» **Provided records**:
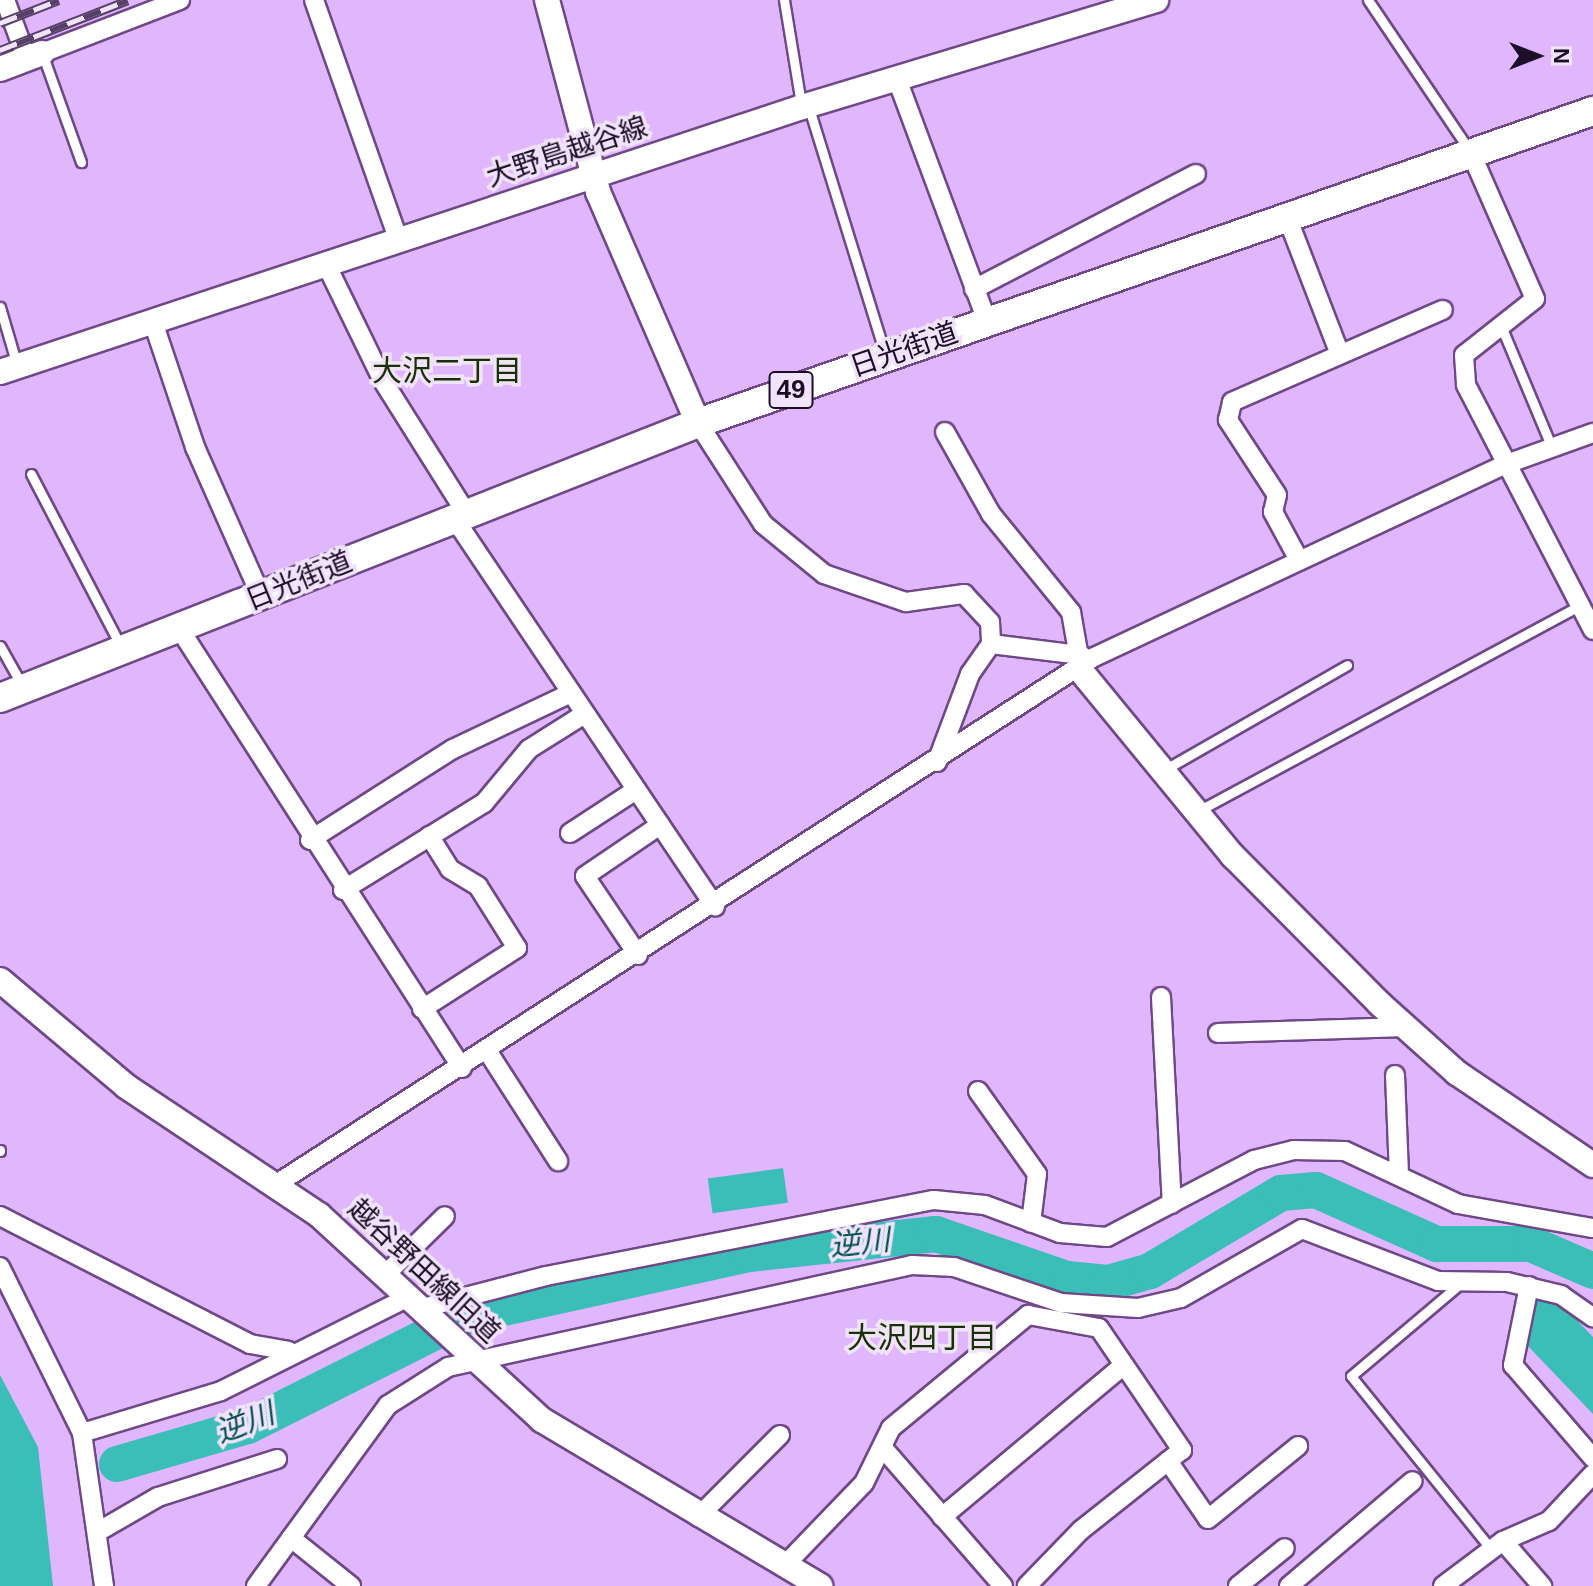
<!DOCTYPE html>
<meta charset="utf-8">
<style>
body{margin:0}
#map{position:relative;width:1593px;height:1586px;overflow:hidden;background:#e0b6fd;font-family:Helvetica,"Noto Sans JP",sans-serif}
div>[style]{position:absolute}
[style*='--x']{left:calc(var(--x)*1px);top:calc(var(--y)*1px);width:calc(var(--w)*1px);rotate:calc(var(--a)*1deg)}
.water>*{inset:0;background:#3bbdb8;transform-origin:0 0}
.river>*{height:36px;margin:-18px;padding:0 18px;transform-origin:18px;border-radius:18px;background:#3bbdb8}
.roads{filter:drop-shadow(2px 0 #6f4887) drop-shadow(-2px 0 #6f4887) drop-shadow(0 2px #6f4887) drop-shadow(0 -2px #6f4887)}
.lane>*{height:9px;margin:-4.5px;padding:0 4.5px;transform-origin:4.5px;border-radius:4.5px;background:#fff}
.street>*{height:18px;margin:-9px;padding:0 9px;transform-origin:9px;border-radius:9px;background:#fff}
.secondary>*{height:24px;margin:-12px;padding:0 12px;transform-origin:12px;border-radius:12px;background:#fff}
.primary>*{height:28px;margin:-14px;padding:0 14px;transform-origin:14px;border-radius:14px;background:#fff}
.rail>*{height:9px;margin-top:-4.5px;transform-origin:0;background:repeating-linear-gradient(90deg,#f1e4fa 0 18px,#574067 0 36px);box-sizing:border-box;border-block:2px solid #574067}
span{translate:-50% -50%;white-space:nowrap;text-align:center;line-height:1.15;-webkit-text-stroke:7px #f1e4fa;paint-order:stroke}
.shield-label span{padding:2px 6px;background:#f1e4fa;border:2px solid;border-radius:6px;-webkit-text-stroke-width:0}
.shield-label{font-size:26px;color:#1d0d27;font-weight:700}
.street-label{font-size:28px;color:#1d0d27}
.neighbourhood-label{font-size:30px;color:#1a3000}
.water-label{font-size:30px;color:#00504e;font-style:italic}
.north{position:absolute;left:1497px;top:16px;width:80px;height:80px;-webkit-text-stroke:6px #f1e4fa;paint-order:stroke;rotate:90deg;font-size:22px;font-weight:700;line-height:32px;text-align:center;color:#1d0d27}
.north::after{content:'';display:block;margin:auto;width:28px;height:36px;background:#1d0d27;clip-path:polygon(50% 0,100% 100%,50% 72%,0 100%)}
</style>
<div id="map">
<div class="water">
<div style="left:783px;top:1168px;width:35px;height:76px;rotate:82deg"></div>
<div style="clip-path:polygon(1537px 1298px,1565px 1308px,1593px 1337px,1593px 1414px,1526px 1344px)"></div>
<div style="clip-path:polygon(0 1375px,38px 1447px,53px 1586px,0 1586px)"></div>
</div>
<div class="river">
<div style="--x:117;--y:1464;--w:136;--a:-16.2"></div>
<div style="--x:248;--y:1426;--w:245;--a:-26.7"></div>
<div style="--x:467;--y:1316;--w:289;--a:-12.4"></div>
<div style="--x:749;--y:1254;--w:188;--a:-6.1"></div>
<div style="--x:936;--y:1234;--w:139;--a:19"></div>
<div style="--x:1067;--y:1279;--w:41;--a:5.6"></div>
<div style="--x:1108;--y:1283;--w:44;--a:-15.9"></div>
<div style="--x:1150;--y:1271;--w:152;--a:-30.8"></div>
<div style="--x:1281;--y:1193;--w:35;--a:-5"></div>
<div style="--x:1316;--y:1190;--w:133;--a:24.1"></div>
<div style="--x:1437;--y:1244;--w:94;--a:0"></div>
<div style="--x:1531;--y:1244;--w:68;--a:23.5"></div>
</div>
<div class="roads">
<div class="lane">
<div style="--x:784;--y:0;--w:105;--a:80.7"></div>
<div style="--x:1368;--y:0;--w:181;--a:56"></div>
<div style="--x:42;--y:53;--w:116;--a:70.3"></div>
<div style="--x:808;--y:105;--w:261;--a:72.8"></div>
<div style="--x:0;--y:307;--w:60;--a:73.7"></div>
<div style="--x:1501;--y:326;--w:132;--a:67.3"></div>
<div style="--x:31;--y:474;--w:193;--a:62.5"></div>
<div style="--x:0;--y:646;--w:45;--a:60.6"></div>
<div style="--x:1164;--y:770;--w:211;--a:-29.8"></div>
<div style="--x:1198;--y:811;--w:433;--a:-28.3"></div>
<div style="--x:0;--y:1150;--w:1;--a:90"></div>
<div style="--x:1461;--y:1283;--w:144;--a:139.8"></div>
<div style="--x:1351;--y:1376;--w:223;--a:51"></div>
</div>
<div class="street">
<div style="--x:5;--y:0;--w:63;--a:69.6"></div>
<div style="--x:314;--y:0;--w:253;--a:70.6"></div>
<div style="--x:42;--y:53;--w:148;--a:-21"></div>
<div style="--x:897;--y:79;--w:258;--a:69.6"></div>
<div style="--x:1471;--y:153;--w:159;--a:66.3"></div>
<div style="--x:1535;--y:299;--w:90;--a:141.7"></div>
<div style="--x:1464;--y:355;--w:30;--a:86"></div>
<div style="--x:1466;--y:385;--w:276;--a:62.6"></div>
<div style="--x:1287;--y:217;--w:145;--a:68.9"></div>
<div style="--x:326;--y:264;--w:130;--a:64"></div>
<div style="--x:383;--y:381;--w:156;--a:57.8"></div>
<div style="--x:974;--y:289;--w:250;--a:-27.4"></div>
<div style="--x:153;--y:322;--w:132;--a:71.4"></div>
<div style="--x:195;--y:447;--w:163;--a:66.1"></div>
<div style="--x:698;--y:423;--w:120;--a:57.2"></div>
<div style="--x:763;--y:524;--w:79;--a:39.3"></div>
<div style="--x:824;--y:574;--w:87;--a:18.9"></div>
<div style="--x:906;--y:602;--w:59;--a:-7.9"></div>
<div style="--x:964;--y:594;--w:38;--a:47"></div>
<div style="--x:990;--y:622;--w:22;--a:87"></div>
<div style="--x:991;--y:644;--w:91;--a:7"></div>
<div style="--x:945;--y:432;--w:94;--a:60.7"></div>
<div style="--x:991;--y:514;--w:127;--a:50.8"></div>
<div style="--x:1071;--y:612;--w:52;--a:80"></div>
<div style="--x:454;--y:518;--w:468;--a:56.1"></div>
<div style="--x:1299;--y:560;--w:55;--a:-118.4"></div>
<div style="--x:1273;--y:512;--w:17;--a:-77"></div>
<div style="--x:1277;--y:495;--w:90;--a:-123.2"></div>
<div style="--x:1228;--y:420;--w:18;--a:-77"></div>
<div style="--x:1232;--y:402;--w:230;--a:-23.6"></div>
<div style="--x:179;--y:628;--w:523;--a:57.25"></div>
<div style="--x:937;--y:762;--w:94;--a:-69.4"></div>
<div style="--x:970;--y:674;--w:37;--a:-55"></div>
<div style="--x:570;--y:833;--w:79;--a:-33.1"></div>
<div style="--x:310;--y:840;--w:169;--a:-32.5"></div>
<div style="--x:453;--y:749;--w:128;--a:-25.4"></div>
<div style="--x:343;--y:890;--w:166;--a:-31.7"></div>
<div style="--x:484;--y:803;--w:70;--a:-50.2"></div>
<div style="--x:529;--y:749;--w:64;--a:-32.2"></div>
<div style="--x:638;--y:955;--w:95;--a:-123.9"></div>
<div style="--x:585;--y:876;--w:91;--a:-34.2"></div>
<div style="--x:1161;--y:997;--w:207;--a:87"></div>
<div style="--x:422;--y:1009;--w:113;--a:-32.7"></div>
<div style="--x:517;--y:948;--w:73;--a:-122.2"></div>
<div style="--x:478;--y:886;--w:33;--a:-149"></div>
<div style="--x:450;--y:869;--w:39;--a:-122"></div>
<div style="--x:1218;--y:1033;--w:187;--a:-1.8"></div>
<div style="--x:488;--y:1052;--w:130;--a:57.3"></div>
<div style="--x:1395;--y:1075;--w:100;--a:87.7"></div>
<div style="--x:978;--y:1091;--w:102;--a:54.6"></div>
<div style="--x:1037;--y:1174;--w:49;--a:97"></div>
<div style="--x:275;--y:1185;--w:972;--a:-32.82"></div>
<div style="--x:1092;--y:658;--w:455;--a:-25.1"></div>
<div style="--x:1504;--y:465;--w:95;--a:-19.8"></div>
<div style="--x:0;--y:1216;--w:281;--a:27.1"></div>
<div style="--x:250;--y:1344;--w:39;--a:10"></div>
<div style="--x:0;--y:1267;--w:185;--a:63.7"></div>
<div style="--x:82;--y:1433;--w:155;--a:81.8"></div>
<div style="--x:387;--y:1273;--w:81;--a:-44.5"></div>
<div style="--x:1529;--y:1286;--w:81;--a:101.4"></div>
<div style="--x:1513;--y:1365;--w:123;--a:49.3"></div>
<div style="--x:423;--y:1308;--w:127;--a:-14.6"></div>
<div style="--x:546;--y:1276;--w:395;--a:-11.1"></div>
<div style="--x:934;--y:1200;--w:51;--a:5.6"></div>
<div style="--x:985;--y:1205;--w:80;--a:20.5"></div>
<div style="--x:1060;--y:1233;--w:47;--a:4.9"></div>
<div style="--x:1107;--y:1237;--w:166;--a:-27.6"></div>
<div style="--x:1254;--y:1160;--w:41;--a:-14"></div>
<div style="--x:1294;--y:1150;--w:51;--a:1.1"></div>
<div style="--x:1345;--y:1151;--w:125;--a:25.1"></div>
<div style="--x:1458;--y:1204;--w:137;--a:10.1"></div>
<div style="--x:82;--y:1433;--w:145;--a:-16.8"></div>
<div style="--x:221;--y:1391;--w:212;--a:-26.6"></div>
<div style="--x:883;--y:1448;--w:183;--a:49"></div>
<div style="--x:1168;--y:1461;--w:70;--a:55.4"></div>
<div style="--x:1208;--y:1519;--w:116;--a:-39"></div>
<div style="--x:698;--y:1517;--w:116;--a:-45"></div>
<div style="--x:942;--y:1517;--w:237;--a:-39.9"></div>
<div style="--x:101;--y:1530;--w:66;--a:-30.1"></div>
<div style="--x:158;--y:1497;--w:125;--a:-17.7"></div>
<div style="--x:291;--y:1538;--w:77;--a:38.7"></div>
<div style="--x:1503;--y:1541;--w:60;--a:49.1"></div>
<div style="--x:784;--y:1566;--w:115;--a:-46.1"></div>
<div style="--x:864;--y:1483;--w:61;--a:-63.9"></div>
<div style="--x:891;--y:1428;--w:178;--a:-39.5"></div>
<div style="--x:1028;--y:1315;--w:72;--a:10.4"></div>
<div style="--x:1099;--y:1328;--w:148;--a:55.8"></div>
<div style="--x:1182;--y:1450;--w:129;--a:141.6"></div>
<div style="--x:1081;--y:1530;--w:78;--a:134"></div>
<div style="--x:256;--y:1586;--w:224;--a:-53.9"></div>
<div style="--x:388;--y:1405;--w:71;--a:-32.3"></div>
<div style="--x:448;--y:1367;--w:475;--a:-12.4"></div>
<div style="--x:912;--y:1265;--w:42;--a:2.7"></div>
<div style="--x:954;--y:1267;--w:113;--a:18.6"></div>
<div style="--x:1061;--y:1303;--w:77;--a:3.7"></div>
<div style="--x:1138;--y:1308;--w:44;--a:-13.1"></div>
<div style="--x:1181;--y:1298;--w:139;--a:-29.7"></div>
<div style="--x:1302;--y:1229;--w:146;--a:20.9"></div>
<div style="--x:1438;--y:1281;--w:69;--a:0.8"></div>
<div style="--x:1507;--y:1282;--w:56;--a:13.5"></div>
<div style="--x:1561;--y:1295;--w:39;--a:35"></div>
<div style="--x:1238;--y:1586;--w:60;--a:-39"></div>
<div style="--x:1289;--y:1586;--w:162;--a:-40.3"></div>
<div style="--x:1443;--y:1586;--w:75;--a:-36.9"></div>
<div style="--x:1503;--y:1541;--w:50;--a:-23.5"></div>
<div style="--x:1549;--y:1521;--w:64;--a:-46.9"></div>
</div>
<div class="secondary">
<div style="--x:547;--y:0;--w:199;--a:75.1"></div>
<div style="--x:598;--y:192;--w:252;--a:66.6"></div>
<div style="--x:0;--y:69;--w:45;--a:-20.9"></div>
<div style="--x:0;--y:372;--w:845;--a:-18.28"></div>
<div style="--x:802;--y:107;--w:370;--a:-16.8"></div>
<div style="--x:1080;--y:670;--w:241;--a:50.6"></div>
<div style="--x:1233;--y:856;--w:209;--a:45.2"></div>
<div style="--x:1380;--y:1004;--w:103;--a:41.9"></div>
<div style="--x:1457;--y:1073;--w:164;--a:34.1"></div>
<div style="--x:0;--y:980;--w:166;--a:40.1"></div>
<div style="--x:127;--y:1087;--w:231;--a:33.7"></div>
<div style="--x:319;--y:1215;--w:303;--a:42.6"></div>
<div style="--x:542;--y:1420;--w:324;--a:30.8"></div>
</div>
<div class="primary">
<div style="--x:0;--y:698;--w:750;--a:-21.5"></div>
<div style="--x:698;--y:423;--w:948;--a:-19.22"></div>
</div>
</div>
<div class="rail">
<div style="--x:0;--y:23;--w:63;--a:-21.3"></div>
<div style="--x:0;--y:50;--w:137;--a:-21.3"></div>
</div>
<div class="shield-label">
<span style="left:791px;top:390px">49</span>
</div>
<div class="street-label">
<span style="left:567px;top:152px;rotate:-18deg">大野島越谷線</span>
<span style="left:904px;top:350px;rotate:-19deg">日光街道</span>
<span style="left:299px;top:581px;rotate:-22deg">日光街道</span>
<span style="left:424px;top:1271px;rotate:43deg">越谷野田線旧道</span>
</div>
<div class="neighbourhood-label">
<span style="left:447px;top:371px">大沢二丁目</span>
<span style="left:922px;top:1338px">大沢四丁目</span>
</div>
<div class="water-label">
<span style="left:860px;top:1243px;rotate:-6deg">逆川</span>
<span style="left:245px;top:1423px;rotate:-21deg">逆川</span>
</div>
<div class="north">N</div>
</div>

» **Requirement**: The word "river" is the filter: copy every line of the listing above that contains it.

» **Your solution**:
.river>*{height:36px;margin:-18px;padding:0 18px;transform-origin:18px;border-radius:18px;background:#3bbdb8}
<div class="river">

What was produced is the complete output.